(Provided data)
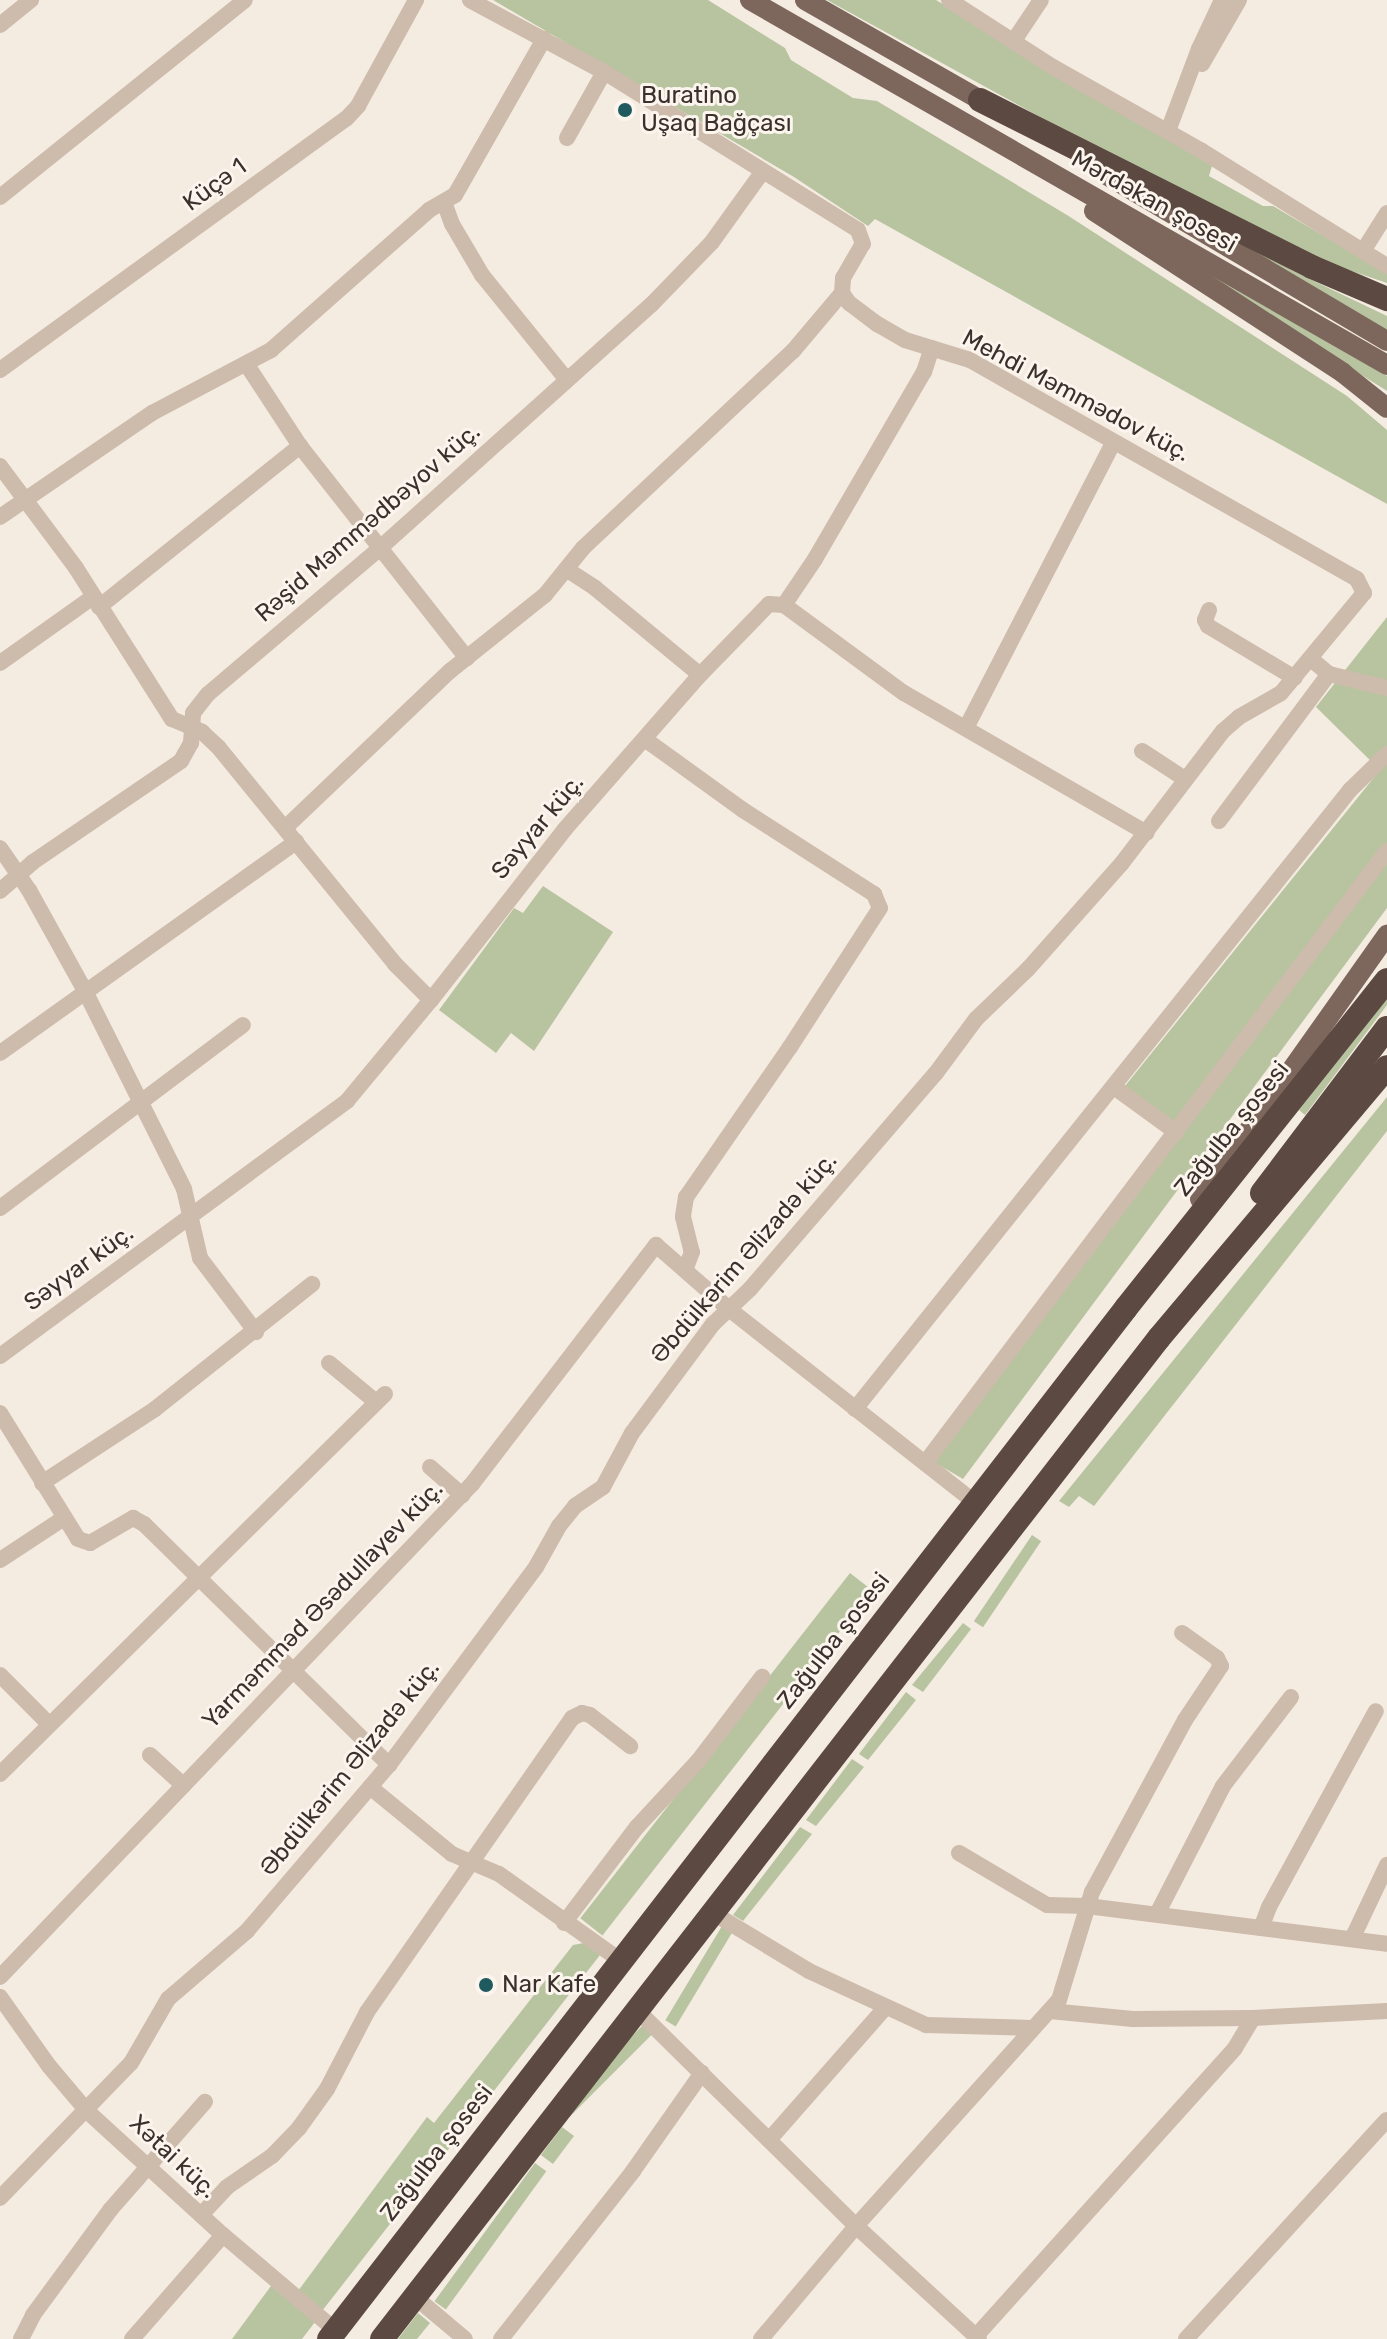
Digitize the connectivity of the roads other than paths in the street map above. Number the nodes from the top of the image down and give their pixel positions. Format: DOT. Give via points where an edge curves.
graph roads {
  1 [pos="31,0"];
  2 [pos="245,0"];
  3 [pos="416,0"];
  4 [pos="470,0"];
  5 [pos="750,0"];
  6 [pos="805,0"];
  7 [pos="949,0"];
  8 [pos="1041,0"];
  9 [pos="1222,0"];
  10 [pos="1239,0"];
  11 [pos="0,25"];
  12 [pos="544,39"];
  13 [pos="1013,42"];
  14 [pos="604,72"];
  15 [pos="1188,79"];
  16 [pos="980,100"];
  17 [pos="964,125"];
  18 [pos="1168,131"];
  19 [pos="567,138"];
  20 [pos="763,171"];
  21 [pos="0,197"];
  22 [pos="444,202"];
  23 [pos="1387,213"];
  24 [pos="1363,251"];
  25 [pos="1387,266"];
  26 [pos="842,293"];
  27 [pos="1387,299"];
  28 [pos="1387,341"];
  29 [pos="932,348"];
  30 [pos="247,365"];
  31 [pos="1387,365"];
  32 [pos="0,370"];
  33 [pos="567,380"];
  34 [pos="1387,408"];
  35 [pos="1113,443"];
  36 [pos="300,446"];
  37 [pos="0,466"];
  38 [pos="24,499"];
  39 [pos="0,517"];
  40 [pos="380,548"];
  41 [pos="566,569"];
  42 [pos="1364,588"];
  43 [pos="96,602"];
  44 [pos="784,605"];
  45 [pos="1209,610"];
  46 [pos="467,658"];
  47 [pos="1311,659"];
  48 [pos="0,663"];
  49 [pos="1329,674"];
  50 [pos="700,675"];
  51 [pos="1295,678"];
  52 [pos="1387,688"];
  53 [pos="966,728"];
  54 [pos="193,729"];
  55 [pos="646,740"];
  56 [pos="1142,751"];
  57 [pos="1387,754"];
  58 [pos="1185,779"];
  59 [pos="1219,821"];
  60 [pos="285,828"];
  61 [pos="1146,833"];
  62 [pos="296,842"];
  63 [pos="0,848"];
  64 [pos="1387,851"];
  65 [pos="19,874"];
  66 [pos="0,891"];
  67 [pos="1387,935"];
  68 [pos="1387,980"];
  69 [pos="86,993"];
  70 [pos="431,1000"];
  71 [pos="243,1025"];
  72 [pos="1387,1028"];
  73 [pos="0,1053"];
  74 [pos="1387,1067"];
  75 [pos="1114,1087"];
  76 [pos="141,1104"];
  77 [pos="1176,1132"];
  78 [pos="0,1208"];
  79 [pos="193,1214"];
  80 [pos="685,1270"];
  81 [pos="312,1284"];
  82 [pos="1126,1308"];
  83 [pos="729,1309"];
  84 [pos="256,1332"];
  85 [pos="1159,1338"];
  86 [pos="0,1356"];
  87 [pos="329,1363"];
  88 [pos="855,1409"];
  89 [pos="0,1413"];
  90 [pos="925,1463"];
  91 [pos="430,1467"];
  92 [pos="42,1483"];
  93 [pos="462,1495"];
  94 [pos="977,1504"];
  95 [pos="64,1518"];
  96 [pos="0,1560"];
  97 [pos="196,1578"];
  98 [pos="1182,1633"];
  99 [pos="290,1671"];
  100 [pos="0,1675"];
  101 [pos="762,1677"];
  102 [pos="1291,1697"];
  103 [pos="1376,1711"];
  104 [pos="49,1724"];
  105 [pos="630,1746"];
  106 [pos="150,1755"];
  107 [pos="389,1765"];
  108 [pos="0,1774"];
  109 [pos="183,1785"];
  110 [pos="370,1787"];
  111 [pos="959,1853"];
  112 [pos="470,1863"];
  113 [pos="1387,1865"];
  114 [pos="1087,1906"];
  115 [pos="713,1913"];
  116 [pos="1157,1914"];
  117 [pos="564,1923"];
  118 [pos="1261,1928"];
  119 [pos="1352,1939"];
  120 [pos="1387,1944"];
  121 [pos="621,1961"];
  122 [pos="0,1977"];
  123 [pos="0,1997"];
  124 [pos="885,2008"];
  125 [pos="638,2011"];
  126 [pos="1050,2011"];
  127 [pos="1387,2011"];
  128 [pos="1253,2018"];
  129 [pos="1033,2028"];
  130 [pos="702,2073"];
  131 [pos="205,2102"];
  132 [pos="87,2111"];
  133 [pos="1387,2120"];
  134 [pos="769,2140"];
  135 [pos="147,2165"];
  136 [pos="0,2198"];
  137 [pos="201,2215"];
  138 [pos="856,2226"];
  139 [pos="223,2235"];
  140 [pos="415,2297"];
  141 [pos="332,2335"];
  142 [pos="978,2337"];
  143 [pos="21,2339"];
  144 [pos="132,2339"];
  145 [pos="382,2339"];
  146 [pos="465,2339"];
  147 [pos="501,2339"];
  148 [pos="761,2339"];
  149 [pos="1186,2339"];
  1 -- 11 [label="street"];
  2 -- 21 [label="street"];
  3 -- 32 [label="street, Küçə 1" via="346,119"];
  4 -- 12 [label="street"];
  5 -- 17 [label="main road, Mərdəkan şosesi"];
  6 -- 16 [label="main road, Mərdəkan şosesi"];
  7 -- 13 [label="street"];
  8 -- 13 [label="street"];
  9 -- 15 [label="street"];
  10 -- 15 [label="street" via="1198,72"];
  12 -- 14 [label="street"];
  12 -- 22 [label="street" via="460,190"];
  13 -- 18 [label="street"];
  14 -- 19 [label="street"];
  14 -- 20 [label="street"];
  15 -- 18 [label="street"];
  16 -- 27 [label="highway" via="1312,267"];
  16 -- 28 [label="main road, Mərdəkan şosesi"];
  17 -- 31 [label="main road, Mərdəkan şosesi"];
  17 -- 34 [label="main road" via="1343,373"];
  18 -- 24 [label="street"];
  20 -- 26 [label="street" via="858,230 863,244 843,278"];
  20 -- 33 [label="street, Rəşid Məmmədbəyov küç." via="697,259"];
  22 -- 30 [label="street"];
  22 -- 33 [label="street" via="482,275"];
  23 -- 24 [label="street"];
  24 -- 25 [label="street"];
  26 -- 29 [label="street, Mehdi Məmmədov küç." via="894,334"];
  26 -- 41 [label="street" via="793,351"];
  29 -- 35 [label="street, Mehdi Məmmədov küç." via="970,360"];
  29 -- 44 [label="street" via="924,372"];
  30 -- 36 [label="street"];
  30 -- 38 [label="street" via="171,401"];
  33 -- 40 [label="street, Rəşid Məmmədbəyov küç."];
  35 -- 42 [label="street, Mehdi Məmmədov küç." via="1357,579"];
  35 -- 53 [label="street"];
  36 -- 40 [label="street"];
  36 -- 43 [label="street"];
  37 -- 38 [label="street"];
  38 -- 39 [label="street"];
  38 -- 43 [label="street"];
  40 -- 46 [label="street"];
  40 -- 54 [label="street, Rəşid Məmmədbəyov küç." via="208,694 193,713"];
  41 -- 46 [label="street" via="533,605"];
  41 -- 50 [label="street"];
  42 -- 47 [label="street, Əbdülkərim Əlizadə küç." via="1363,597"];
  43 -- 48 [label="street"];
  43 -- 54 [label="street" via="162,706 172,719"];
  44 -- 50 [label="street, Səyyar küç." via="763,607"];
  44 -- 53 [label="street" via="904,693"];
  45 -- 51 [label="street" via="1208,626"];
  46 -- 60 [label="street"];
  47 -- 49 [label="street"];
  47 -- 51 [label="street, Əbdülkərim Əlizadə küç."];
  49 -- 52 [label="street"];
  49 -- 59 [label="street"];
  50 -- 55 [label="street, Səyyar küç."];
  51 -- 58 [label="street, Əbdülkərim Əlizadə küç." via="1275,699 1231,723"];
  53 -- 61 [label="street"];
  54 -- 60 [label="street" via="210,739"];
  54 -- 65 [label="street, Rəşid Məmmədbəyov küç." via="181,761"];
  55 -- 70 [label="street, Səyyar küç." via="539,860"];
  55 -- 80 [label="street" via="874,894 880,908 686,1197 683,1217 692,1252"];
  56 -- 58 [label="street"];
  57 -- 75 [label="street" via="1350,790"];
  58 -- 61 [label="street, Əbdülkərim Əlizadə küç."];
  60 -- 62 [label="street"];
  61 -- 83 [label="street, Əbdülkərim Əlizadə küç." via="1028,969 976,1019 936,1073"];
  62 -- 69 [label="street"];
  62 -- 70 [label="street"];
  63 -- 65 [label="street"];
  64 -- 77 [label="street"];
  65 -- 66 [label="street, Rəşid Məmmədbəyov küç."];
  65 -- 69 [label="street"];
  67 -- 82 [label="main road"];
  68 -- 82 [label="highway, Zağulba şosesi"];
  69 -- 73 [label="street"];
  69 -- 76 [label="street"];
  70 -- 79 [label="street, Səyyar küç." via="347,1101"];
  71 -- 76 [label="street"];
  72 -- 85 [label="highway" via="1234,1229"];
  74 -- 85 [label="highway"];
  75 -- 77 [label="street"];
  75 -- 88 [label="street"];
  76 -- 78 [label="street"];
  76 -- 79 [label="street"];
  77 -- 90 [label="street"];
  79 -- 84 [label="street" via="200,1258"];
  79 -- 86 [label="street, Səyyar küç."];
  80 -- 83 [label="street"];
  80 -- 93 [label="street, Yarməmməd Əsədullayev küç." via="656,1245"];
  81 -- 84 [label="street"];
  82 -- 94 [label="highway, Zağulba şosesi"];
  83 -- 88 [label="street"];
  83 -- 107 [label="street, Əbdülkərim Əlizadə küç." via="632,1433 603,1487 575,1506 559,1526 536,1567"];
  84 -- 92 [label="street" via="155,1409"];
  85 -- 115 [label="highway"];
  87 -- 97 [label="street" via="380,1398"];
  88 -- 90 [label="street"];
  89 -- 92 [label="street"];
  90 -- 94 [label="street"];
  91 -- 93 [label="street"];
  92 -- 95 [label="street"];
  93 -- 99 [label="street, Yarməmməd Əsədullayev küç."];
  94 -- 121 [label="highway, Zağulba şosesi"];
  95 -- 96 [label="street"];
  95 -- 97 [label="street" via="78,1539 90,1543 127,1520 139,1521"];
  97 -- 99 [label="street"];
  97 -- 104 [label="street"];
  98 -- 114 [label="street" via="1221,1666 1185,1720"];
  99 -- 107 [label="street"];
  99 -- 109 [label="street, Yarməmməd Əsədullayev küç."];
  100 -- 104 [label="street"];
  101 -- 117 [label="street"];
  102 -- 116 [label="street" via="1223,1786"];
  103 -- 118 [label="street"];
  104 -- 108 [label="street"];
  105 -- 112 [label="street" via="590,1715 572,1718"];
  106 -- 109 [label="street"];
  107 -- 110 [label="street, Əbdülkərim Əlizadə küç."];
  109 -- 122 [label="street, Yarməmməd Əsədullayev küç."];
  110 -- 112 [label="street" via="443,1848"];
  110 -- 132 [label="street, Əbdülkərim Əlizadə küç." via="247,1931 168,1999 131,2063"];
  111 -- 114 [label="street" via="1041,1904"];
  112 -- 117 [label="street" via="499,1874"];
  112 -- 137 [label="street" via="367,2012 327,2089 299,2128"];
  113 -- 119 [label="street"];
  114 -- 116 [label="street"];
  114 -- 126 [label="street" via="1065,1990"];
  115 -- 124 [label="street" via="809,1971"];
  115 -- 125 [label="highway"];
  116 -- 118 [label="street"];
  117 -- 121 [label="street"];
  118 -- 119 [label="street"];
  119 -- 120 [label="street"];
  121 -- 141 [label="highway, Zağulba şosesi"];
  123 -- 132 [label="street, Xətai küç."];
  124 -- 129 [label="street" via="936,2028"];
  124 -- 134 [label="street"];
  125 -- 130 [label="street"];
  125 -- 140 [label="highway"];
  126 -- 128 [label="street" via="1133,2019"];
  126 -- 129 [label="street"];
  127 -- 128 [label="street"];
  128 -- 142 [label="street" via="1235,2048"];
  129 -- 138 [label="street"];
  130 -- 134 [label="street"];
  130 -- 147 [label="street" via="633,2171"];
  131 -- 135 [label="street"];
  132 -- 135 [label="street, Xətai küç."];
  132 -- 136 [label="street, Əbdülkərim Əlizadə küç."];
  133 -- 149 [label="street"];
  134 -- 138 [label="street"];
  135 -- 137 [label="street, Xətai küç."];
  135 -- 143 [label="street" via="50,2290"];
  137 -- 139 [label="street, Xətai küç."];
  138 -- 142 [label="street"];
  138 -- 148 [label="street"];
  139 -- 141 [label="street, Xətai küç."];
  139 -- 144 [label="street"];
  140 -- 145 [label="highway"];
  140 -- 146 [label="street"];
}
(End Provided data)
The answer to this exercise is one number: how many lines of the records above contain the string "main".

6